> Work item
Go through the lines below and tally those containing the string "Drive". Respond with the number only.

> Records for this exercise

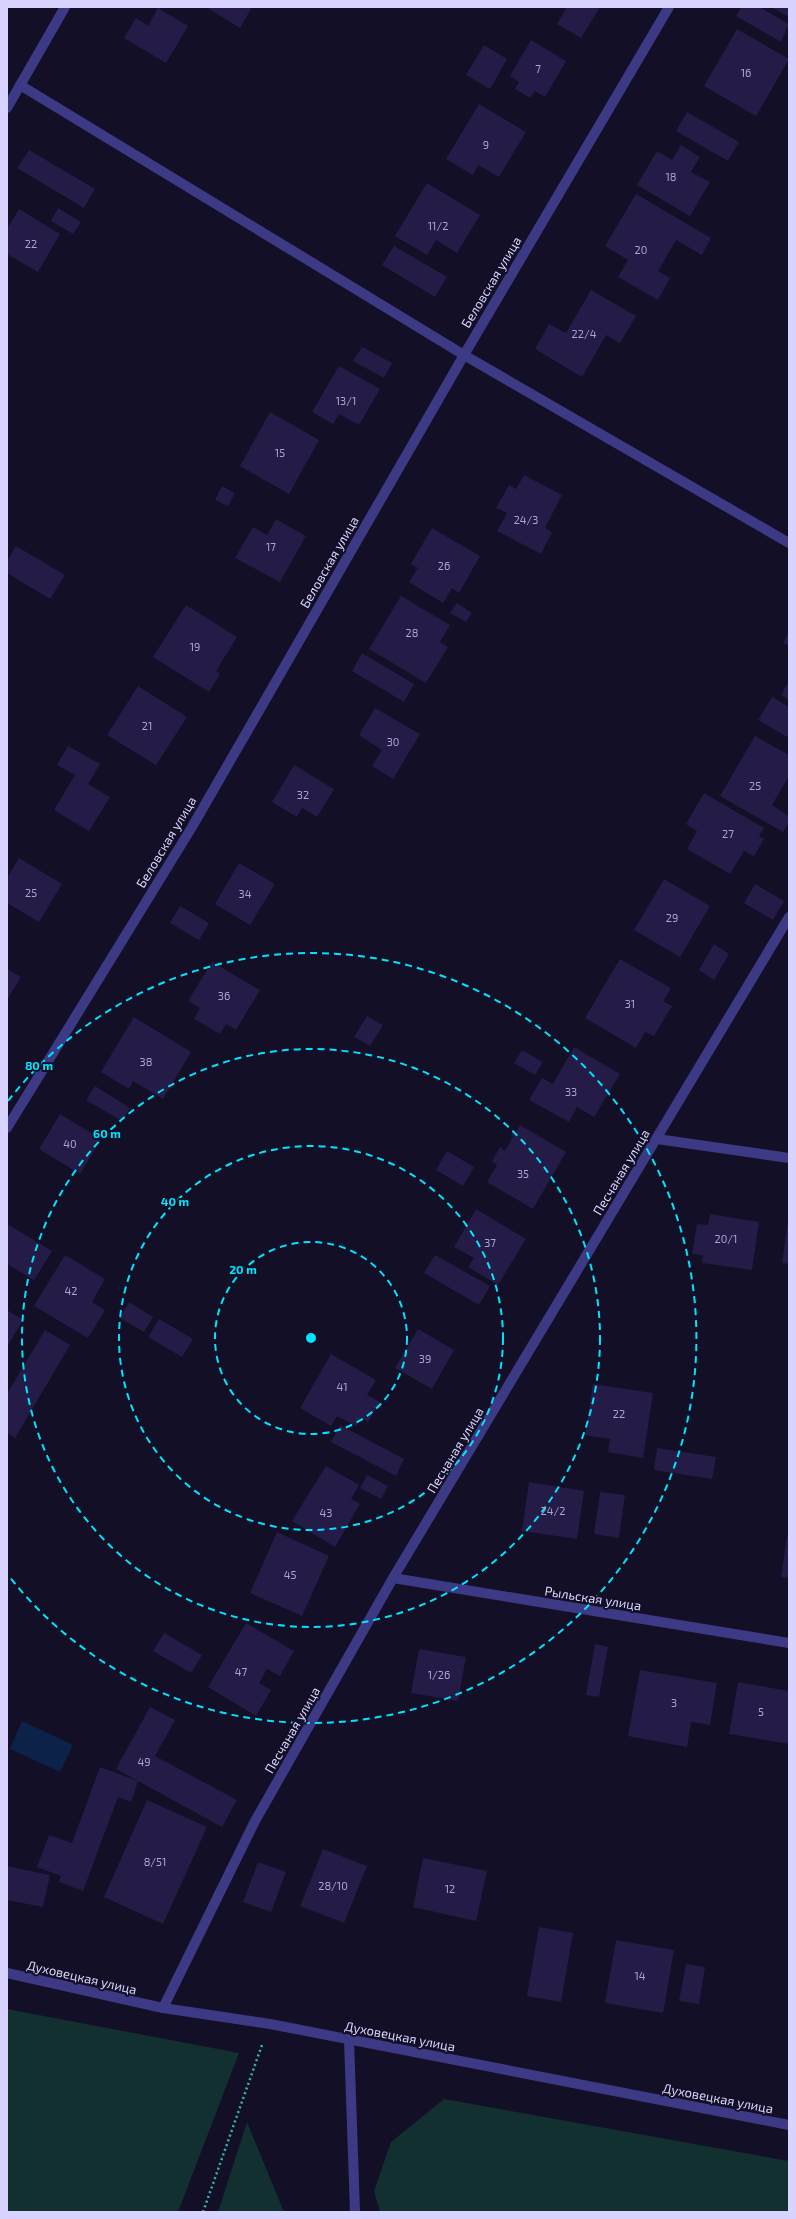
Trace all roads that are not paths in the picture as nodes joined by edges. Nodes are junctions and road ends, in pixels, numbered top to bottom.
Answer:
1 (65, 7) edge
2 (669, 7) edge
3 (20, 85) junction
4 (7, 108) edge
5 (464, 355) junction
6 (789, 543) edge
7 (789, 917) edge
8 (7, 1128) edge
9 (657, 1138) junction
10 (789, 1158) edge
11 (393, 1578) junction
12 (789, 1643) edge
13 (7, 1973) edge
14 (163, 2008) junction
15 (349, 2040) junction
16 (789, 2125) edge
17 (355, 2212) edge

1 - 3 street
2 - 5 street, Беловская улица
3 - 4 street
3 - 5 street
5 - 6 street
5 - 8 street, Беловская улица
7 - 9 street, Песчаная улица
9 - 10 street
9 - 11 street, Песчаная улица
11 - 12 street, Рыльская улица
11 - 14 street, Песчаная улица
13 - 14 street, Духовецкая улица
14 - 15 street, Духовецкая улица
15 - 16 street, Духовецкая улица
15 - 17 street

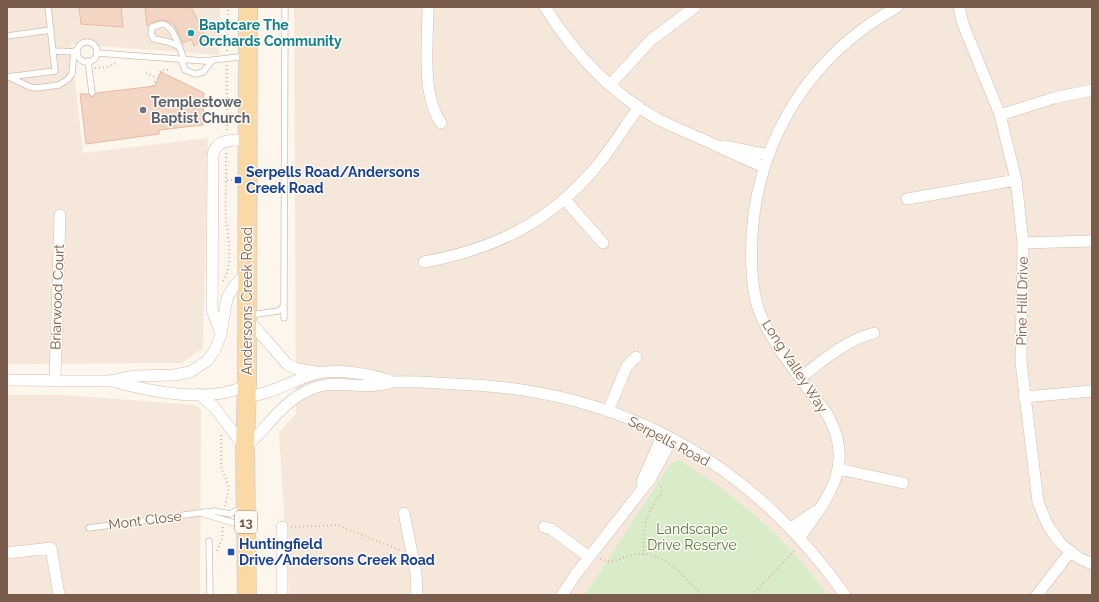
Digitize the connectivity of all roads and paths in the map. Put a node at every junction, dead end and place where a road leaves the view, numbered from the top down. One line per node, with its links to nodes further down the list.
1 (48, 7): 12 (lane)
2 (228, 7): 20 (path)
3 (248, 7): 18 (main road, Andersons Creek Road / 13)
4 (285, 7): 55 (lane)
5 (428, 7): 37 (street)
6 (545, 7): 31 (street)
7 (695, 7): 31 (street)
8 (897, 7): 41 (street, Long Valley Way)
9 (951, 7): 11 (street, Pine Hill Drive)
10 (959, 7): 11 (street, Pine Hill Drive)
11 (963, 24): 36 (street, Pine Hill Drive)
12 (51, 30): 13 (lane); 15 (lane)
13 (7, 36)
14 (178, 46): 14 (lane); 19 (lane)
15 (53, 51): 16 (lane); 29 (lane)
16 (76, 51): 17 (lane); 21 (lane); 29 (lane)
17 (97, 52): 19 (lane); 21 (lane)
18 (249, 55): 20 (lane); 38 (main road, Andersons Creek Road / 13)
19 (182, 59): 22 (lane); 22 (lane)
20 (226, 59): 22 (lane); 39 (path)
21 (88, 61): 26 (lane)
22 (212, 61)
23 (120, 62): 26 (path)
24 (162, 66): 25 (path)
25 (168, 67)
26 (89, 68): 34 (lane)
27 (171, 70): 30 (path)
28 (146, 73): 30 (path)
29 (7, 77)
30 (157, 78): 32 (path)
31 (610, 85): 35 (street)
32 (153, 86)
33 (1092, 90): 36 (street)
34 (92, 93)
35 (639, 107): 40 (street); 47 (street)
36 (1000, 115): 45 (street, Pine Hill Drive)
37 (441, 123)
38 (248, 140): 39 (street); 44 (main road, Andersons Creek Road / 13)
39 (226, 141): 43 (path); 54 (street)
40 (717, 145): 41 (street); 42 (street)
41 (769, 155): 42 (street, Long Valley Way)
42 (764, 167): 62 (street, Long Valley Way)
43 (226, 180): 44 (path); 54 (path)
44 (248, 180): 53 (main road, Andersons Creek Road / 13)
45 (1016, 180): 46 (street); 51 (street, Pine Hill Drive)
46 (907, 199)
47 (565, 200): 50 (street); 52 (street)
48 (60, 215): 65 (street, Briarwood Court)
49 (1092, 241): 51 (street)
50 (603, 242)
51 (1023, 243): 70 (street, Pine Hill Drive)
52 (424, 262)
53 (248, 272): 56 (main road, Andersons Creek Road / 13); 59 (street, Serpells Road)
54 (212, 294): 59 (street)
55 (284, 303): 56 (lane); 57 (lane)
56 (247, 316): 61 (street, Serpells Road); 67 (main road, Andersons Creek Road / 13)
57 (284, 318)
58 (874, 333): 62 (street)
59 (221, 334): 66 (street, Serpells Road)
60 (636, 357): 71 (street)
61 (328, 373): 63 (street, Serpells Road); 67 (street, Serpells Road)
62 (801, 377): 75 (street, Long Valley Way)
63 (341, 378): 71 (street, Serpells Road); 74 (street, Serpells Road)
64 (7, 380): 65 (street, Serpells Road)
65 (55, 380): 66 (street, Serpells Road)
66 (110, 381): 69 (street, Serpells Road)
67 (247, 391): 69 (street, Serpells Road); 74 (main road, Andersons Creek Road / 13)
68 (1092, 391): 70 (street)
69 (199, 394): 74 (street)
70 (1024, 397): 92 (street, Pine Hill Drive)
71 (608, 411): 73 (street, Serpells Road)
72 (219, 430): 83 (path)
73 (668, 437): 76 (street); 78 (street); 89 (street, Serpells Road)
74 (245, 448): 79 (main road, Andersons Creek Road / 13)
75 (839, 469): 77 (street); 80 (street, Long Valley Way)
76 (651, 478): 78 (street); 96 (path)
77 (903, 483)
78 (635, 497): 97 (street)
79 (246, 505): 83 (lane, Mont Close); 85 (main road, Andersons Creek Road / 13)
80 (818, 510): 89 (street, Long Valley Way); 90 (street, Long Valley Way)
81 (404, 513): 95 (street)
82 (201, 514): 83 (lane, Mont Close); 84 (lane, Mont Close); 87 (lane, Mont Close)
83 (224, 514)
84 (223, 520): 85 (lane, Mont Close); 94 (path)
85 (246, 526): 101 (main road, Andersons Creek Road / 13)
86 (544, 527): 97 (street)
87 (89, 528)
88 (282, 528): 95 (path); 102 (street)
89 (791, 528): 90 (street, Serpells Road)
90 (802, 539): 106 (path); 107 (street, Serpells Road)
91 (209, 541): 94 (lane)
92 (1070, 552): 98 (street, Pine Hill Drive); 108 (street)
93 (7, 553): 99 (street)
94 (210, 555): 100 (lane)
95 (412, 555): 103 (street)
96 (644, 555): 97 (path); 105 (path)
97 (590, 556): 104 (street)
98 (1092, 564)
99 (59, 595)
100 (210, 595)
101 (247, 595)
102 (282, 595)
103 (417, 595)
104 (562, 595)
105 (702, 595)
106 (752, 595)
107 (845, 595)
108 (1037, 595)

...

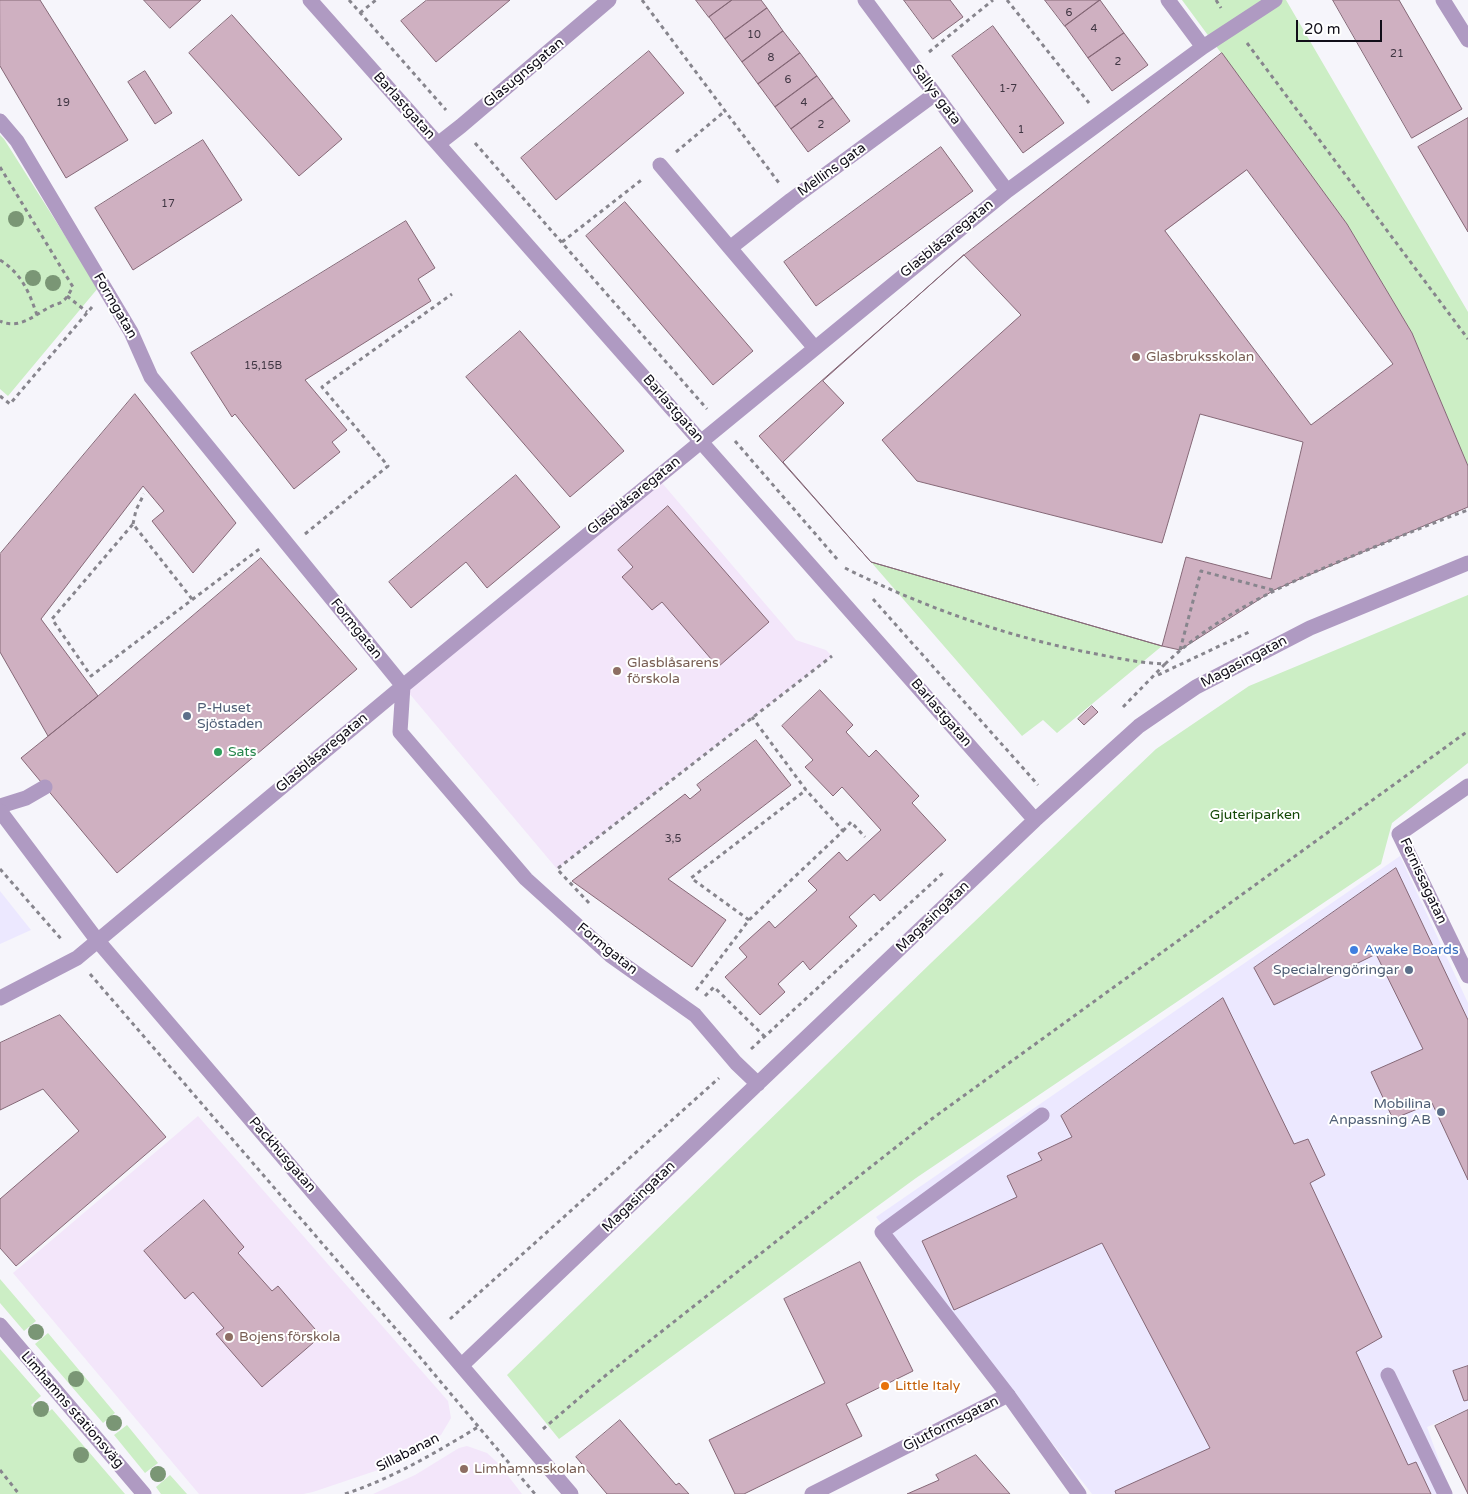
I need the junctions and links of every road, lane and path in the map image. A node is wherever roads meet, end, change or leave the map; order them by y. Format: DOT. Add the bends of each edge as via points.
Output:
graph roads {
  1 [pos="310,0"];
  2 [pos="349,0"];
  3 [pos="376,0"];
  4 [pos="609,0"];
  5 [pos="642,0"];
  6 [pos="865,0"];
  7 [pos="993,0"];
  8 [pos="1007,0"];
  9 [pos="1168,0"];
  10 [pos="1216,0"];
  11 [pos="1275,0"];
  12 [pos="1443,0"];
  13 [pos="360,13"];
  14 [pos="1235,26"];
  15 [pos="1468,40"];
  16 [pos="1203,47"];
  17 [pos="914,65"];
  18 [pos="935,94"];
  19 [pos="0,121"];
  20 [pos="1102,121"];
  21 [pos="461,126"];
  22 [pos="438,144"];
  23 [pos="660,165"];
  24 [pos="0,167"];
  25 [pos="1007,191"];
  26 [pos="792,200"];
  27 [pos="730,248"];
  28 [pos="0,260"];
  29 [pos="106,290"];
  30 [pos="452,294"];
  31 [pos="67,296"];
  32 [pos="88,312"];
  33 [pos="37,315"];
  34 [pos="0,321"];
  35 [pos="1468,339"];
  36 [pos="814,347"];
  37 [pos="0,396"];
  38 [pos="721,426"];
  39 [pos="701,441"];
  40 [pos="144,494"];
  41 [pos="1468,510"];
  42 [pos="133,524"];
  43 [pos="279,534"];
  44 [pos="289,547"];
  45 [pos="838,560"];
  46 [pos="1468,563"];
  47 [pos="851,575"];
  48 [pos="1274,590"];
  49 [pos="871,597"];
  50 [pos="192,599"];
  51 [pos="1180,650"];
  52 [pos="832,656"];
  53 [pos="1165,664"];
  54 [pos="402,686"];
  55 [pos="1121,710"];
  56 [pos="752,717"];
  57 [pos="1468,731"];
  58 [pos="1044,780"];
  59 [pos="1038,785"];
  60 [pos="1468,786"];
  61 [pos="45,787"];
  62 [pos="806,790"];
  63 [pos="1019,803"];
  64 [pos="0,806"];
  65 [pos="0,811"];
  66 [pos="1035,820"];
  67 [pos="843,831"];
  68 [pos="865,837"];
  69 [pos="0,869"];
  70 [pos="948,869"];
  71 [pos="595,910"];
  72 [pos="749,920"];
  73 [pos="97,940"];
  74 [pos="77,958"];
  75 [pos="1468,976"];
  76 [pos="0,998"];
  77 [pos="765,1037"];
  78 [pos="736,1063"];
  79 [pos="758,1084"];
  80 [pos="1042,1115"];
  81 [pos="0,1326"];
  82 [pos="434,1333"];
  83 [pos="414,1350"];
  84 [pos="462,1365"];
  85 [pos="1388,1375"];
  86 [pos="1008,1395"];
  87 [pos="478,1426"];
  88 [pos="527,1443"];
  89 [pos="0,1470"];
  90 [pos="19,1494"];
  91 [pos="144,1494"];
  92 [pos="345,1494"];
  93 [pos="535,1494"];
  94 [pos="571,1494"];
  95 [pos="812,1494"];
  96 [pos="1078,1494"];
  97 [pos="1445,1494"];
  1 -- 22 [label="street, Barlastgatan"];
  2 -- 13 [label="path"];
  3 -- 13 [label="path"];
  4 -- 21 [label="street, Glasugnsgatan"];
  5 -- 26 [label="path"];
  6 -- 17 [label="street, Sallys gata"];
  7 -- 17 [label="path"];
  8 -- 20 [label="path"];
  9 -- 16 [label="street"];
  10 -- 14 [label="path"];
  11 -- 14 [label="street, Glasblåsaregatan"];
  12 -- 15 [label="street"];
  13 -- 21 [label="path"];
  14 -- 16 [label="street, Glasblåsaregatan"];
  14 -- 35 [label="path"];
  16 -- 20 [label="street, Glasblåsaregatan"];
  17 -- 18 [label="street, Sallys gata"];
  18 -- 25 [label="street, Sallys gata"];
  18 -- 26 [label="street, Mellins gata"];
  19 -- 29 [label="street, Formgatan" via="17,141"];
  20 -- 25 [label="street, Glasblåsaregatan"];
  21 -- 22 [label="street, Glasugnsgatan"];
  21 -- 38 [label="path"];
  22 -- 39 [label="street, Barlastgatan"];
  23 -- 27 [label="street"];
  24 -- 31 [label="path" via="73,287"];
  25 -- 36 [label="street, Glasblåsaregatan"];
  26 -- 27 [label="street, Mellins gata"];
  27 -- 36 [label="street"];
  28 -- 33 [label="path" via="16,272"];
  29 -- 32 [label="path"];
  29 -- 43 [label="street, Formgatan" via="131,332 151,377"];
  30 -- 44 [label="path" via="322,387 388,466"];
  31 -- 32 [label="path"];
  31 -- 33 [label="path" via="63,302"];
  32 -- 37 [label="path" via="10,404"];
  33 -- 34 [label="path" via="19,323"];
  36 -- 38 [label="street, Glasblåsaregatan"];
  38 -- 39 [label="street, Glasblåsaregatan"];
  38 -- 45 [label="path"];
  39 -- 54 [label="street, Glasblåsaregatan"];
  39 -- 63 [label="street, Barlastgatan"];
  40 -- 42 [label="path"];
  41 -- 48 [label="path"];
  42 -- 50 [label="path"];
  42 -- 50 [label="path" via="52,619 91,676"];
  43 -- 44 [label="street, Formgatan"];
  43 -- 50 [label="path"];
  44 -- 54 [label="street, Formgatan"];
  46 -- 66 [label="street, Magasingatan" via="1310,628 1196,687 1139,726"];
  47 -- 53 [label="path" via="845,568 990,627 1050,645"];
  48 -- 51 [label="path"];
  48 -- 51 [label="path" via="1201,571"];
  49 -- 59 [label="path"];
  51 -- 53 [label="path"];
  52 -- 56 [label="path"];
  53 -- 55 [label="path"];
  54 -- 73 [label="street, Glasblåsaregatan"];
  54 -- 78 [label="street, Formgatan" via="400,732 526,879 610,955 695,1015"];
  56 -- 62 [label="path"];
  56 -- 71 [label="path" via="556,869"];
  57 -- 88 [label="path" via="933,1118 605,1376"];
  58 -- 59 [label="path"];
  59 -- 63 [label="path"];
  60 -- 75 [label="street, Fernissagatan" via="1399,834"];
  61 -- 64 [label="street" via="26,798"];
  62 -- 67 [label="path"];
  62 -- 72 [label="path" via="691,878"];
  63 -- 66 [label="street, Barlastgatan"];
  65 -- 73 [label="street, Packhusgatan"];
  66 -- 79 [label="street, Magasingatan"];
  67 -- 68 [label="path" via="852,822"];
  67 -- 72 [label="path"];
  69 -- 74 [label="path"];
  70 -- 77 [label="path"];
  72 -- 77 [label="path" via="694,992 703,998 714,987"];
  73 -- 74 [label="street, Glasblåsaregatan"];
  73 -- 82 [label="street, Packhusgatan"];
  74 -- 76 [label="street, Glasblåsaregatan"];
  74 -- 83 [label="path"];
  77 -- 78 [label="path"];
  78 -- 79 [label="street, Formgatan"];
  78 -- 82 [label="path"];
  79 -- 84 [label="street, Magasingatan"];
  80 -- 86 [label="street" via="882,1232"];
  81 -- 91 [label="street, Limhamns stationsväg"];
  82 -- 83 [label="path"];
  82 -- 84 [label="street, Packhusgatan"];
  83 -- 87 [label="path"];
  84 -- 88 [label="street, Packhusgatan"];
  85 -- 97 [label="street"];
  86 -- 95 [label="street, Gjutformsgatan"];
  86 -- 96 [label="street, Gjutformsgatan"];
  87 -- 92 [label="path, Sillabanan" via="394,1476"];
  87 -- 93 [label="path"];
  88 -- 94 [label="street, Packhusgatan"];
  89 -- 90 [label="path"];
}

> The completed task
8